- _Try it_: The expected result is a word-for-word copy of the entries, minus any pictures.

Saved entries
* * * * * * *

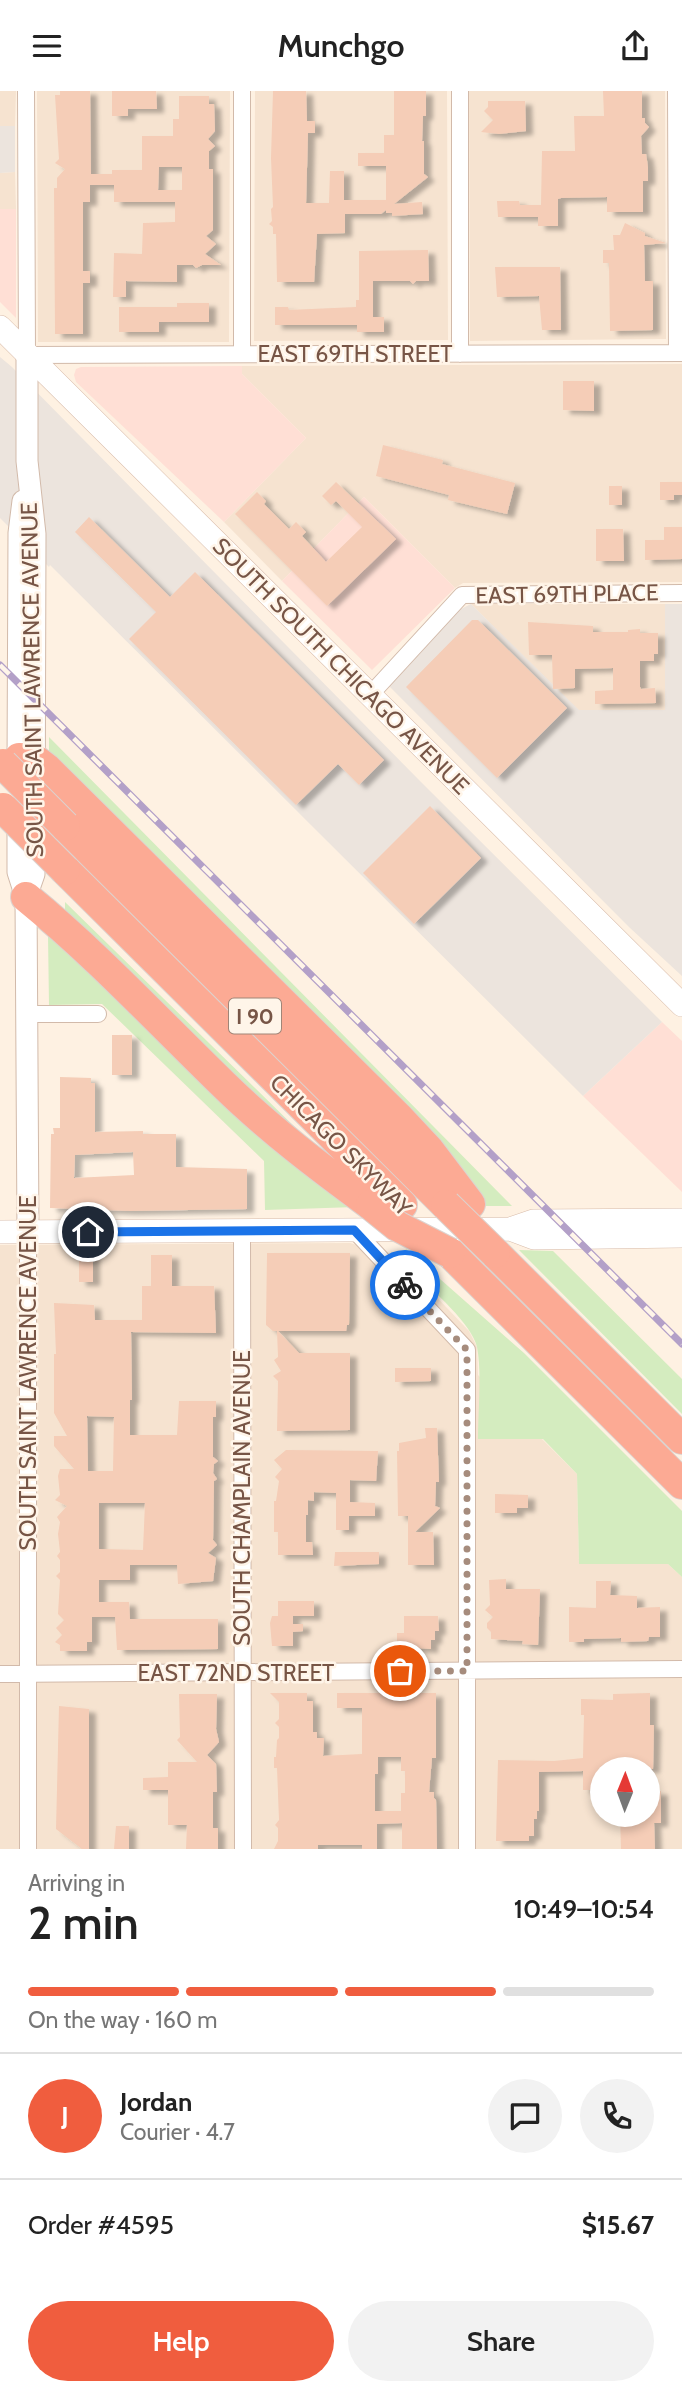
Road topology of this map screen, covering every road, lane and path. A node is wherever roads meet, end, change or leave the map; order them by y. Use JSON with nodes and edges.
{"nodes":[{"id":1,"x":26,"y":91,"type":"edge"},
{"id":2,"x":242,"y":91,"type":"edge"},
{"id":3,"x":460,"y":91,"type":"edge"},
{"id":4,"x":676,"y":91,"type":"edge"},
{"id":5,"x":0,"y":327,"type":"edge"},
{"id":6,"x":679,"y":353,"type":"edge"},
{"id":7,"x":242,"y":354,"type":"junction"},
{"id":8,"x":460,"y":354,"type":"junction"},
{"id":9,"x":27,"y":355,"type":"junction"},
{"id":10,"x":682,"y":593,"type":"edge"},
{"id":11,"x":370,"y":695,"type":"junction"},
{"id":12,"x":14,"y":760,"type":"edge"},
{"id":13,"x":2,"y":806,"type":"edge"},
{"id":14,"x":0,"y":871,"type":"edge"},
{"id":15,"x":26,"y":897,"type":"junction"},
{"id":16,"x":682,"y":1005,"type":"edge"},
{"id":17,"x":27,"y":1014,"type":"junction"},
{"id":18,"x":98,"y":1014,"type":"dead end"},
{"id":19,"x":458,"y":1205,"type":"junction"},
{"id":20,"x":682,"y":1220,"type":"edge"},
{"id":21,"x":354,"y":1230,"type":"junction"},
{"id":22,"x":242,"y":1231,"type":"junction"},
{"id":23,"x":0,"y":1232,"type":"edge"},
{"id":24,"x":28,"y":1232,"type":"junction"},
{"id":25,"x":682,"y":1236,"type":"edge"},
{"id":26,"x":502,"y":1241,"type":"junction"},
{"id":27,"x":450,"y":1253,"type":"junction"},
{"id":28,"x":682,"y":1439,"type":"edge"},
{"id":29,"x":682,"y":1484,"type":"edge"},
{"id":30,"x":682,"y":1669,"type":"edge"},
{"id":31,"x":467,"y":1671,"type":"junction"},
{"id":32,"x":243,"y":1673,"type":"junction"},
{"id":33,"x":0,"y":1674,"type":"edge"},
{"id":34,"x":28,"y":1674,"type":"junction"},
{"id":35,"x":28,"y":1849,"type":"edge"},
{"id":36,"x":243,"y":1849,"type":"edge"},
{"id":37,"x":467,"y":1849,"type":"edge"}],
"edges":[{"from":1,"to":9,"type":"street","name":"SOUTH SAINT LAWRENCE AVENUE"},
{"from":2,"to":7,"type":"street"},
{"from":3,"to":8,"type":"street"},
{"from":4,"to":6,"type":"street"},
{"from":5,"to":9,"type":"main road","name":"SOUTH SOUTH CHICAGO AVENUE"},
{"from":6,"to":8,"type":"street","name":"EAST 69TH STREET"},
{"from":7,"to":8,"type":"street","name":"EAST 69TH STREET"},
{"from":7,"to":9,"type":"street","name":"EAST 69TH STREET"},
{"from":9,"to":11,"type":"main road","name":"SOUTH SOUTH CHICAGO AVENUE"},
{"from":9,"to":12,"type":"street","name":"SOUTH SAINT LAWRENCE AVENUE"},
{"from":10,"to":11,"type":"street","name":"EAST 69TH PLACE"},
{"from":11,"to":16,"type":"main road","name":"SOUTH SOUTH CHICAGO AVENUE"},
{"from":12,"to":15,"type":"street","name":"SOUTH SAINT LAWRENCE AVENUE"},
{"from":12,"to":19,"type":"highway","name":"CHICAGO SKYWAY","number":"I 90","bridge":true},
{"from":12,"to":19,"type":"highway"},
{"from":13,"to":27,"type":"highway","name":"CHICAGO SKYWAY","number":"I 90","bridge":true},
{"from":14,"to":15,"type":"street"},
{"from":15,"to":17,"type":"street","name":"SOUTH SAINT LAWRENCE AVENUE"},
{"from":15,"to":27,"type":"highway","bridge":true},
{"from":17,"to":18,"type":"street"},
{"from":17,"to":24,"type":"street","name":"SOUTH SAINT LAWRENCE AVENUE"},
{"from":19,"to":26,"type":"highway"},
{"from":20,"to":26,"type":"main road"},
{"from":21,"to":22,"type":"main road"},
{"from":21,"to":26,"type":"main road"},
{"from":21,"to":31,"type":"street"},
{"from":22,"to":24,"type":"main road"},
{"from":22,"to":32,"type":"street","name":"SOUTH CHAMPLAIN AVENUE"},
{"from":23,"to":24,"type":"main road"},
{"from":24,"to":34,"type":"street","name":"SOUTH SAINT LAWRENCE AVENUE"},
{"from":25,"to":26,"type":"main road"},
{"from":26,"to":28,"type":"highway"},
{"from":27,"to":29,"type":"highway","name":"CHICAGO SKYWAY","number":"I 90"},
{"from":30,"to":31,"type":"street","name":"EAST 72ND STREET"},
{"from":31,"to":32,"type":"street","name":"EAST 72ND STREET"},
{"from":31,"to":37,"type":"street"},
{"from":32,"to":34,"type":"street","name":"EAST 72ND STREET"},
{"from":32,"to":36,"type":"street","name":"SOUTH CHAMPLAIN AVENUE"},
{"from":33,"to":34,"type":"street","name":"EAST 72ND STREET"},
{"from":34,"to":35,"type":"street","name":"SOUTH SAINT LAWRENCE AVENUE"}]}
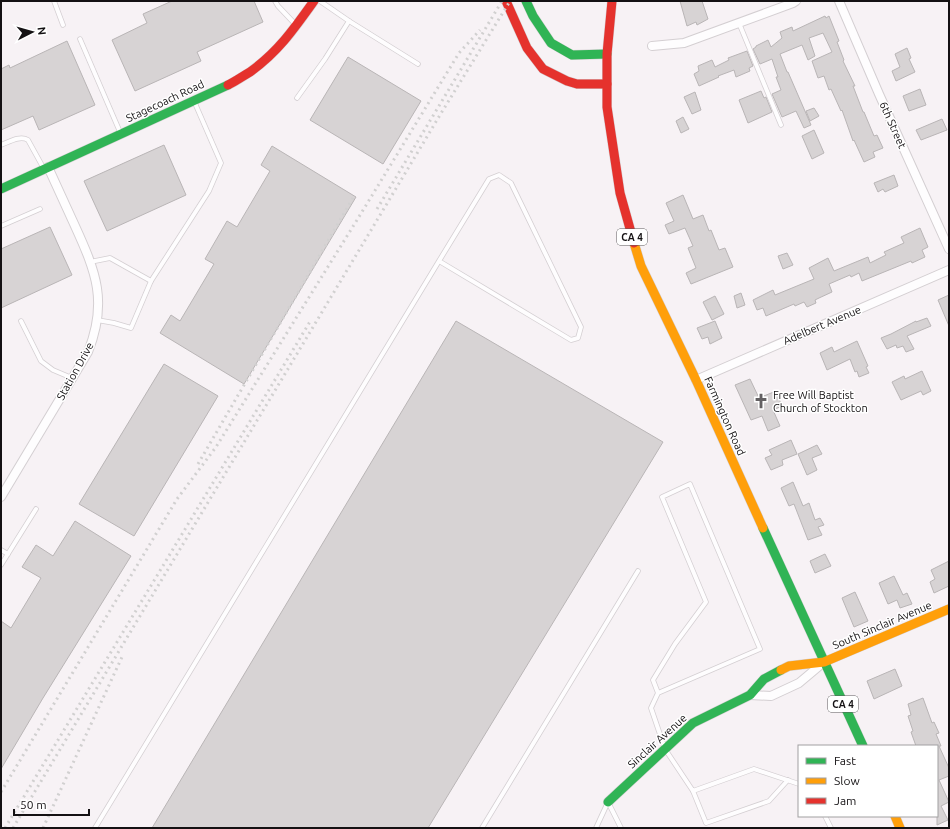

* * * * * * *

- _Your solution_:
Road topology of this map screen, covering every road, lane and path. A node is wherever roads meet, end, change or leave the map; order them by y. Use JSON with nodes and edges.
{"nodes":[{"id":1,"x":26,"y":91,"type":"edge"},
{"id":2,"x":242,"y":91,"type":"edge"},
{"id":3,"x":460,"y":91,"type":"edge"},
{"id":4,"x":676,"y":91,"type":"edge"},
{"id":5,"x":0,"y":327,"type":"edge"},
{"id":6,"x":679,"y":353,"type":"edge"},
{"id":7,"x":242,"y":354,"type":"junction"},
{"id":8,"x":460,"y":354,"type":"junction"},
{"id":9,"x":27,"y":355,"type":"junction"},
{"id":10,"x":682,"y":593,"type":"edge"},
{"id":11,"x":370,"y":695,"type":"junction"},
{"id":12,"x":14,"y":760,"type":"edge"},
{"id":13,"x":2,"y":806,"type":"edge"},
{"id":14,"x":0,"y":871,"type":"edge"},
{"id":15,"x":26,"y":897,"type":"junction"},
{"id":16,"x":682,"y":1005,"type":"edge"},
{"id":17,"x":27,"y":1014,"type":"junction"},
{"id":18,"x":98,"y":1014,"type":"dead end"},
{"id":19,"x":458,"y":1205,"type":"junction"},
{"id":20,"x":682,"y":1220,"type":"edge"},
{"id":21,"x":354,"y":1230,"type":"junction"},
{"id":22,"x":242,"y":1231,"type":"junction"},
{"id":23,"x":0,"y":1232,"type":"edge"},
{"id":24,"x":28,"y":1232,"type":"junction"},
{"id":25,"x":682,"y":1236,"type":"edge"},
{"id":26,"x":502,"y":1241,"type":"junction"},
{"id":27,"x":450,"y":1253,"type":"junction"},
{"id":28,"x":682,"y":1439,"type":"edge"},
{"id":29,"x":682,"y":1484,"type":"edge"},
{"id":30,"x":682,"y":1669,"type":"edge"},
{"id":31,"x":467,"y":1671,"type":"junction"},
{"id":32,"x":243,"y":1673,"type":"junction"},
{"id":33,"x":0,"y":1674,"type":"edge"},
{"id":34,"x":28,"y":1674,"type":"junction"},
{"id":35,"x":28,"y":1849,"type":"edge"},
{"id":36,"x":243,"y":1849,"type":"edge"},
{"id":37,"x":467,"y":1849,"type":"edge"}],
"edges":[{"from":1,"to":9,"type":"street","name":"SOUTH SAINT LAWRENCE AVENUE"},
{"from":2,"to":7,"type":"street"},
{"from":3,"to":8,"type":"street"},
{"from":4,"to":6,"type":"street"},
{"from":5,"to":9,"type":"main road","name":"SOUTH SOUTH CHICAGO AVENUE"},
{"from":6,"to":8,"type":"street","name":"EAST 69TH STREET"},
{"from":7,"to":8,"type":"street","name":"EAST 69TH STREET"},
{"from":7,"to":9,"type":"street","name":"EAST 69TH STREET"},
{"from":9,"to":11,"type":"main road","name":"SOUTH SOUTH CHICAGO AVENUE"},
{"from":9,"to":12,"type":"street","name":"SOUTH SAINT LAWRENCE AVENUE"},
{"from":10,"to":11,"type":"street","name":"EAST 69TH PLACE"},
{"from":11,"to":16,"type":"main road","name":"SOUTH SOUTH CHICAGO AVENUE"},
{"from":12,"to":15,"type":"street","name":"SOUTH SAINT LAWRENCE AVENUE"},
{"from":12,"to":19,"type":"highway","name":"CHICAGO SKYWAY","number":"I 90","bridge":true},
{"from":12,"to":19,"type":"highway"},
{"from":13,"to":27,"type":"highway","name":"CHICAGO SKYWAY","number":"I 90","bridge":true},
{"from":14,"to":15,"type":"street"},
{"from":15,"to":17,"type":"street","name":"SOUTH SAINT LAWRENCE AVENUE"},
{"from":15,"to":27,"type":"highway","bridge":true},
{"from":17,"to":18,"type":"street"},
{"from":17,"to":24,"type":"street","name":"SOUTH SAINT LAWRENCE AVENUE"},
{"from":19,"to":26,"type":"highway"},
{"from":20,"to":26,"type":"main road"},
{"from":21,"to":22,"type":"main road"},
{"from":21,"to":26,"type":"main road"},
{"from":21,"to":31,"type":"street"},
{"from":22,"to":24,"type":"main road"},
{"from":22,"to":32,"type":"street","name":"SOUTH CHAMPLAIN AVENUE"},
{"from":23,"to":24,"type":"main road"},
{"from":24,"to":34,"type":"street","name":"SOUTH SAINT LAWRENCE AVENUE"},
{"from":25,"to":26,"type":"main road"},
{"from":26,"to":28,"type":"highway"},
{"from":27,"to":29,"type":"highway","name":"CHICAGO SKYWAY","number":"I 90"},
{"from":30,"to":31,"type":"street","name":"EAST 72ND STREET"},
{"from":31,"to":32,"type":"street","name":"EAST 72ND STREET"},
{"from":31,"to":37,"type":"street"},
{"from":32,"to":34,"type":"street","name":"EAST 72ND STREET"},
{"from":32,"to":36,"type":"street","name":"SOUTH CHAMPLAIN AVENUE"},
{"from":33,"to":34,"type":"street","name":"EAST 72ND STREET"},
{"from":34,"to":35,"type":"street","name":"SOUTH SAINT LAWRENCE AVENUE"}]}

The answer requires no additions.